Content starts

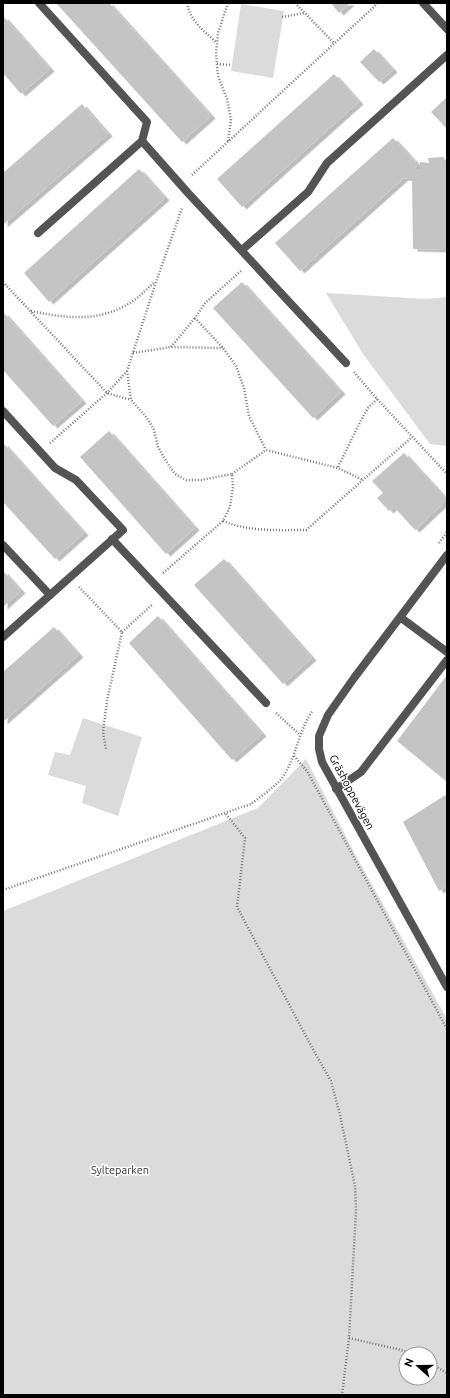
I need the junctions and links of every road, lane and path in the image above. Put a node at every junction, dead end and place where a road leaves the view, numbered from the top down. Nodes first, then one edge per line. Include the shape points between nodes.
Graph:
1 (39, 3) edge
2 (187, 3) edge
3 (228, 3) edge
4 (295, 3) edge
5 (378, 3) edge
6 (423, 3) edge
7 (305, 13) junction
8 (282, 17) dead end
9 (447, 29) edge
10 (217, 43) junction
11 (334, 43) junction
12 (447, 55) edge
13 (217, 64) junction
14 (232, 65) dead end
15 (142, 141) junction
16 (228, 142) junction
17 (181, 185) junction
18 (188, 193) junction
19 (38, 233) dead end
20 (242, 250) junction
21 (252, 261) junction
22 (3, 282) edge
23 (156, 282) junction
24 (30, 311) junction
25 (195, 318) junction
26 (171, 347) junction
27 (223, 348) junction
28 (133, 352) junction
29 (346, 363) joint
30 (127, 371) junction
31 (107, 393) junction
32 (378, 399) junction
33 (131, 400) junction
34 (3, 411) edge
35 (412, 437) junction
36 (266, 450) junction
37 (40, 452) junction
38 (338, 468) junction
39 (232, 474) junction
40 (447, 474) edge
41 (363, 480) junction
42 (223, 521) junction
43 (112, 539) junction
44 (3, 545) edge
45 (447, 556) edge
46 (70, 578) junction
47 (152, 582) junction
48 (164, 594) junction
49 (50, 595) junction
50 (400, 617) junction
51 (122, 632) junction
52 (3, 637) edge
53 (447, 652) edge
54 (447, 660) edge
55 (266, 703) joint
56 (106, 750) dead end
57 (294, 756) junction
58 (336, 789) junction
59 (226, 814) junction
60 (3, 890) edge
61 (447, 987) edge
62 (447, 1029) edge
63 (349, 1338) junction
64 (398, 1349) edge
65 (438, 1367) edge
66 (447, 1372) edge
67 (342, 1395) edge

1 - 15 street via 147,122
2 - 10 path via 194,22
3 - 10 path
4 - 7 path
5 - 11 path
6 - 9 street
7 - 8 path
7 - 11 path
10 - 13 path
11 - 16 path
12 - 20 street via 327,163 308,192
13 - 14 path
13 - 16 path via 231,120
15 - 17 street
15 - 19 street
16 - 17 path
17 - 18 street
18 - 20 street
18 - 23 path
20 - 21 street
21 - 25 path via 204,303
21 - 29 street
22 - 24 path
23 - 24 path via 136,299 115,310 95,316 58,317
23 - 28 path
24 - 31 path
25 - 26 path
25 - 27 path
26 - 27 path
26 - 28 path
27 - 36 path via 236,366 244,388 249,416
28 - 30 path
29 - 32 path
30 - 31 path
30 - 33 path
31 - 33 path
31 - 37 path
32 - 35 path
32 - 38 path via 362,418
33 - 39 path via 147,418 154,430 158,447 175,474 186,480
34 - 37 street
35 - 40 path
35 - 41 path
36 - 38 path
36 - 39 path
37 - 43 street via 55,468 76,480 123,530
38 - 41 path
39 - 42 path via 230,506
41 - 42 path via 306,530 257,530
42 - 47 path
43 - 46 street
43 - 47 street
44 - 49 street
45 - 50 street, Gräshoppevägen
46 - 49 street
46 - 51 path
47 - 48 street
48 - 51 path
48 - 55 street
49 - 52 street
50 - 53 street
50 - 58 street, Gräshoppevägen via 328,714 319,736 322,762
51 - 56 path via 107,701 103,732
54 - 58 street via 361,772
55 - 57 path via 300,735
57 - 59 path via 281,778 257,799
57 - 62 path via 307,772
58 - 61 street, Gräshoppevägen
59 - 60 path
59 - 63 path via 245,838 237,907 331,1081 340,1115 355,1186
63 - 64 path
63 - 67 path
65 - 66 path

Content ends

- _Task_
The answer must be all the lines above that hold the word "Gräshoppevägen".

- _Exercise response_
45 - 50 street, Gräshoppevägen
50 - 58 street, Gräshoppevägen via 328,714 319,736 322,762
58 - 61 street, Gräshoppevägen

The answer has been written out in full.